Perls examined the mobile in December 1990 for a maximum of 10 minutes and looked at it again for a "couple of minutes" before an October 1991 deposition. On both occasions, his examination was limited to comparing a few of the mobile's blades to the archival photograph. At no time did Perls speak to the "AC" signature or offer any opinion as to whether it was forged.
Based on these two examinations, Perls determined that the mobile was not an authentic Calder. Instead, "[i]t is an attempt to copy it exactly." Id. at 18. Although stating that the mobile is as "exact a copy as can be produced," id. at 12, he concluded that "every single blade ... is not as it appears in the original."Id. at 19-20.

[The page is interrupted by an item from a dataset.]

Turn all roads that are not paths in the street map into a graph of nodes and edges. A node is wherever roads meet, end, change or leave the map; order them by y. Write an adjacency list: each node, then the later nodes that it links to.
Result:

Perls had not seen the Rio Nero mobile for 23 years and did not rely on his recollection in making his determination. Instead, he relied solely on his methodology of tethering a mobile for an archival photograph and then comparing the photograph to an actual mobile. Perls himself developed the method and is of the opinion that it is the most reliable means of determining a Calder's authenticity. He conceded, however, that "[i]t is extremely difficult to photograph Calder mobiles," id. at 12, and that comparing a three-dimensional work against a two dimensional photograph is inherently problematic. Id. at 28. A photograph, for example, can capture only one of a mobile's myriad possible configurations. Perls acknowledged that the size of the blades cannot be determined accurately in a photograph, nor can the shape of the rods, and the camera angle also affects the photographed appearance of both the blades and the mobile. Even in an archival photograph, according to Perls, the blade shapes may be distorted, "up to a point." Id. at 34. He conceded that even the archival photographs are imperfect representations of the actual works and that even with an archival photograph, authenticating a work would be "very difficult for someone who is not as familiar as I am with Calder mobiles." Id. at 32. Perls nevertheless stated that his process of tethering the mobiles makes the archival photographs much more accurate depictions than other photographs, and that the exact shape of every blade "is quite clear." Id. at 37.

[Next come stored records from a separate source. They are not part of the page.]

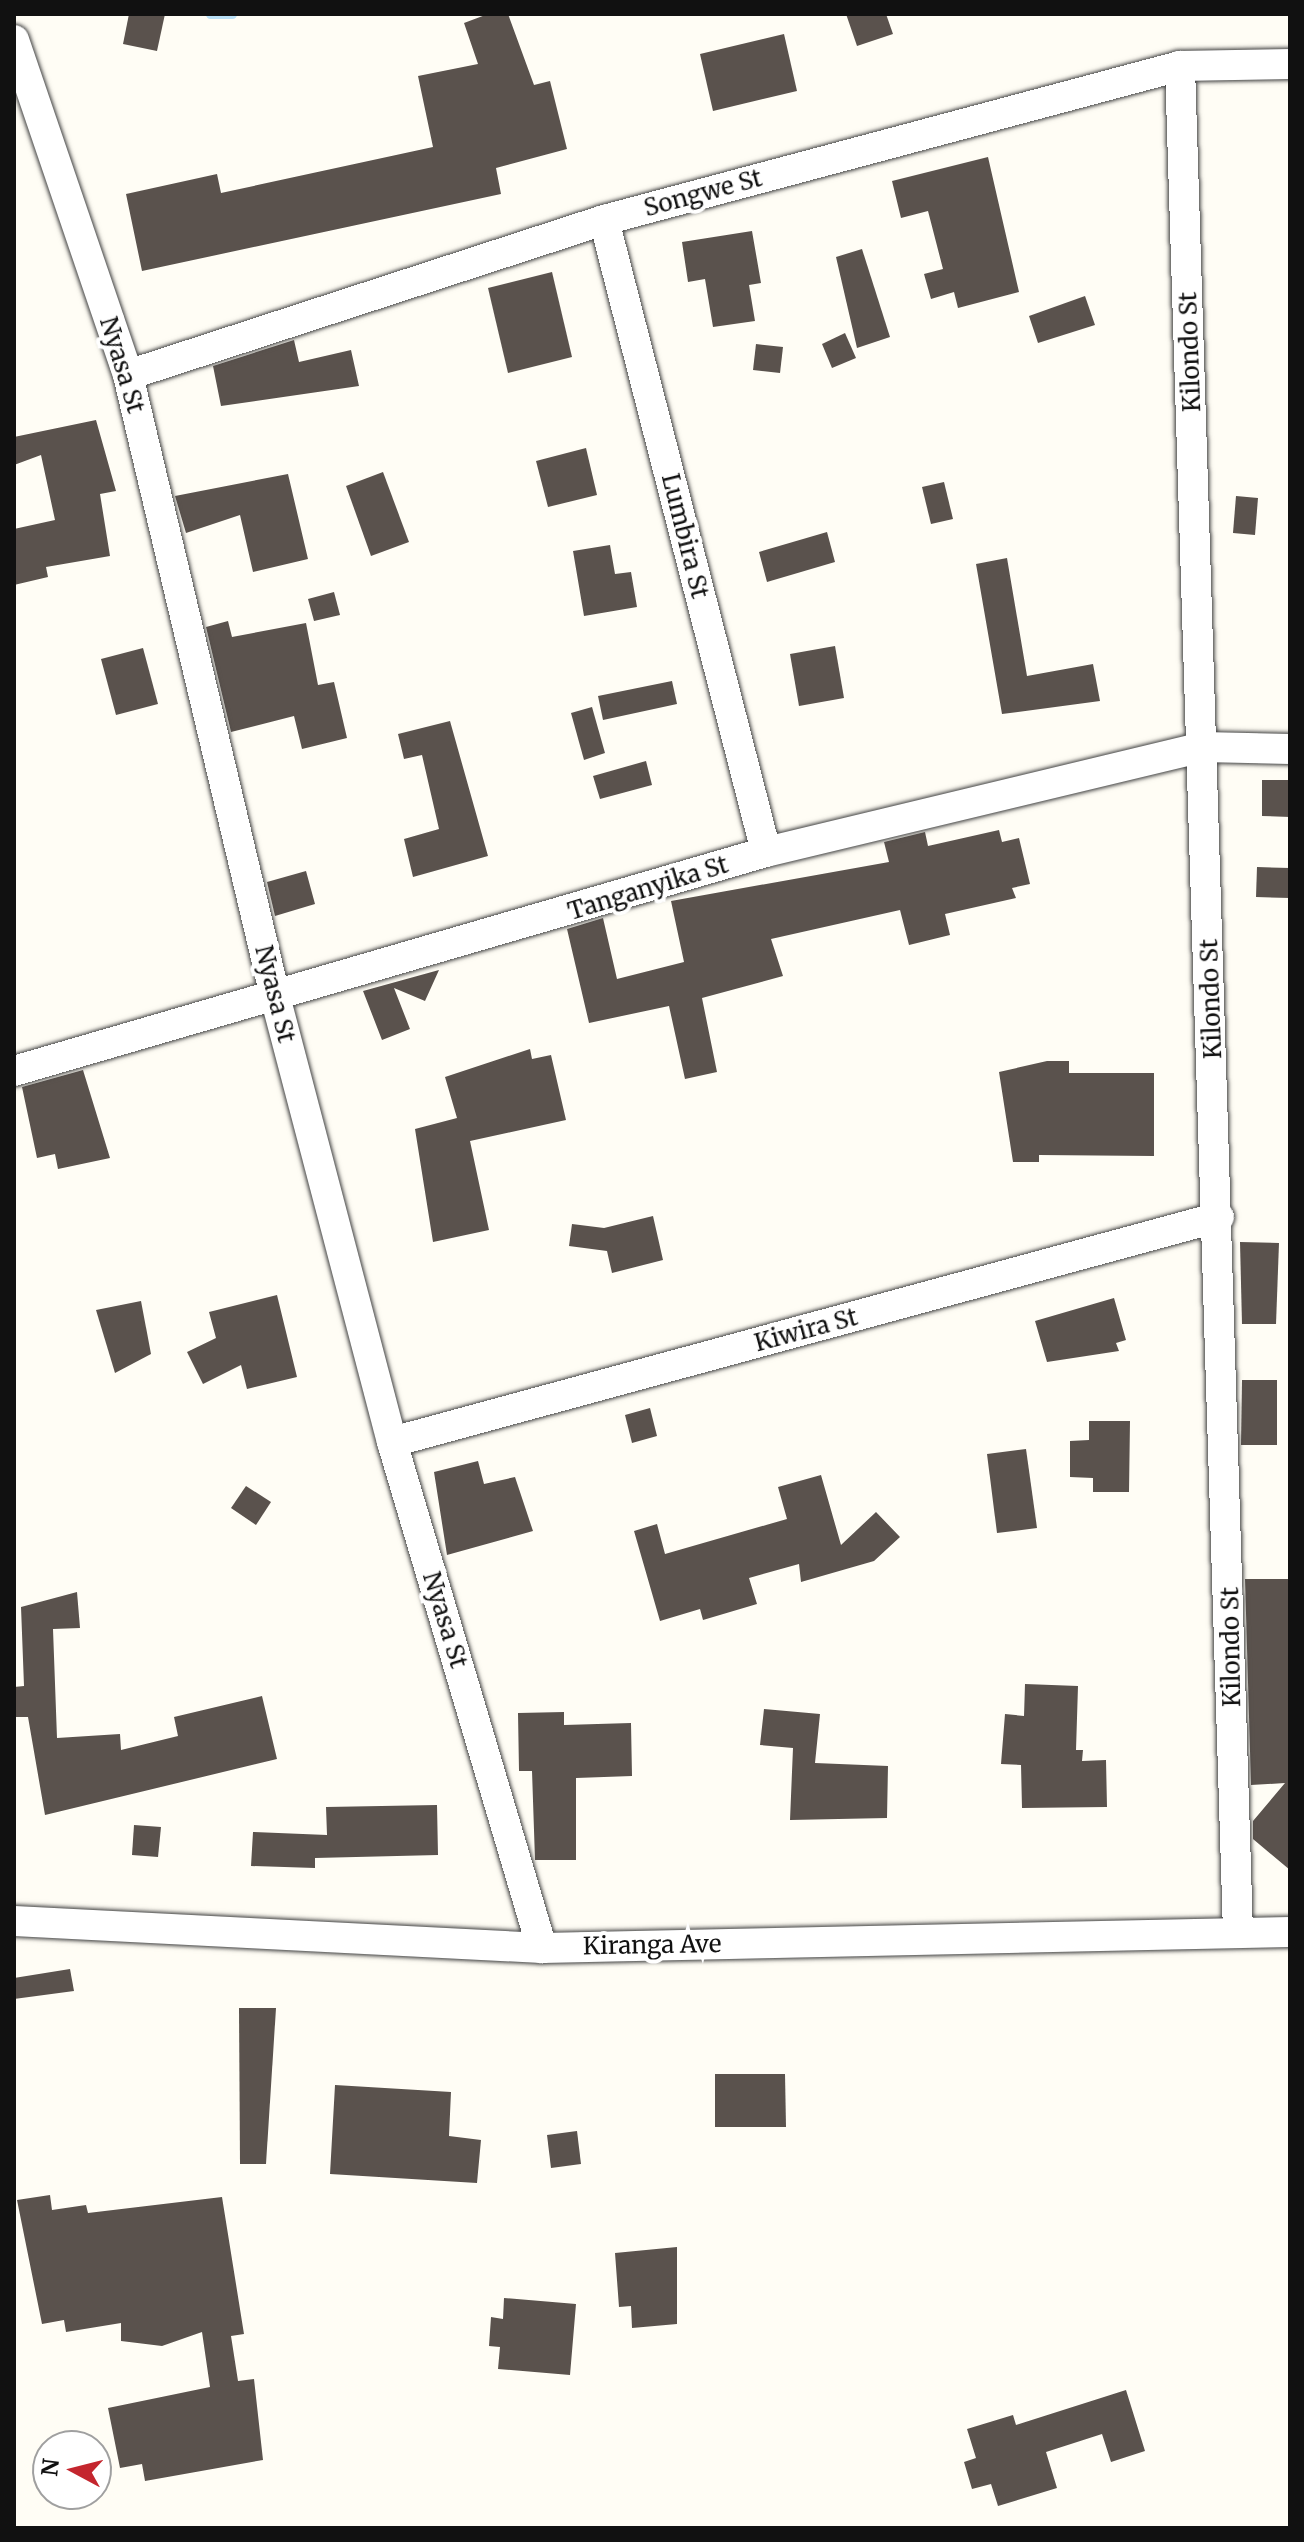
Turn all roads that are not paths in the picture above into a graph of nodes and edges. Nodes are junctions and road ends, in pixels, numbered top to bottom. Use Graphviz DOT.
graph roads {
  1 [pos="14,40"];
  2 [pos="1290,64"];
  3 [pos="1180,66"];
  4 [pos="604,220"];
  5 [pos="128,375"];
  6 [pos="1202,747"];
  7 [pos="1290,749"];
  8 [pos="766,852"];
  9 [pos="276,1000"];
  10 [pos="14,1071"];
  11 [pos="1219,1217"];
  12 [pos="392,1442"];
  13 [pos="14,1921"];
  14 [pos="1238,1932"];
  15 [pos="1290,1932"];
  16 [pos="542,1948"];
  1 -- 5 [label="street, Nyasa St"];
  2 -- 3 [label="street, Songwe St"];
  3 -- 4 [label="street, Songwe St"];
  3 -- 6 [label="street, Kilondo St"];
  4 -- 5 [label="street, Songwe St"];
  4 -- 8 [label="street, Lumbira St"];
  5 -- 9 [label="street, Nyasa St"];
  6 -- 7 [label="street, Tanganyika St"];
  6 -- 8 [label="street, Tanganyika St"];
  6 -- 11 [label="street, Kilondo St"];
  8 -- 9 [label="street, Tanganyika St"];
  9 -- 10 [label="street, Tanganyika St"];
  9 -- 12 [label="street, Nyasa St"];
  11 -- 12 [label="street, Kiwira St"];
  11 -- 14 [label="street, Kilondo St"];
  12 -- 16 [label="street, Nyasa St"];
  13 -- 16 [label="street, Kiranga Ave"];
  14 -- 15 [label="street, Kiranga Ave"];
  14 -- 16 [label="street, Kiranga Ave"];
}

Perls stated that a Calder "forgery ... is usually quite apparently a forgery because it does not fit into the feel of a real Calder." Id. at 25. In this particular case, however, *171 even he "might never be able to determine" the authenticity of the mobile without the archival photograph, because it is "an exact copy." Id. at 55. This particular mobile showed that
it is possible to copy a Calder so exactly that only photographic evidence could 100 percent prove that it is or is not a work of Calder ... It is only when an exact copy like this is made that it becomes difficult to tell the difference of style, because whoever made this copy, copied the style of Calder as exactly as it can be done.
Id. at 25-26. Perls noted that "the relative length of the rods [was] not the same" as in the archival photograph, but acknowledged that with age, the rods of a Calder mobile may alter their shape. Id. at 19-20. Thus, "the determination should not rely on the view in the photograph of the rods." Id. at 31.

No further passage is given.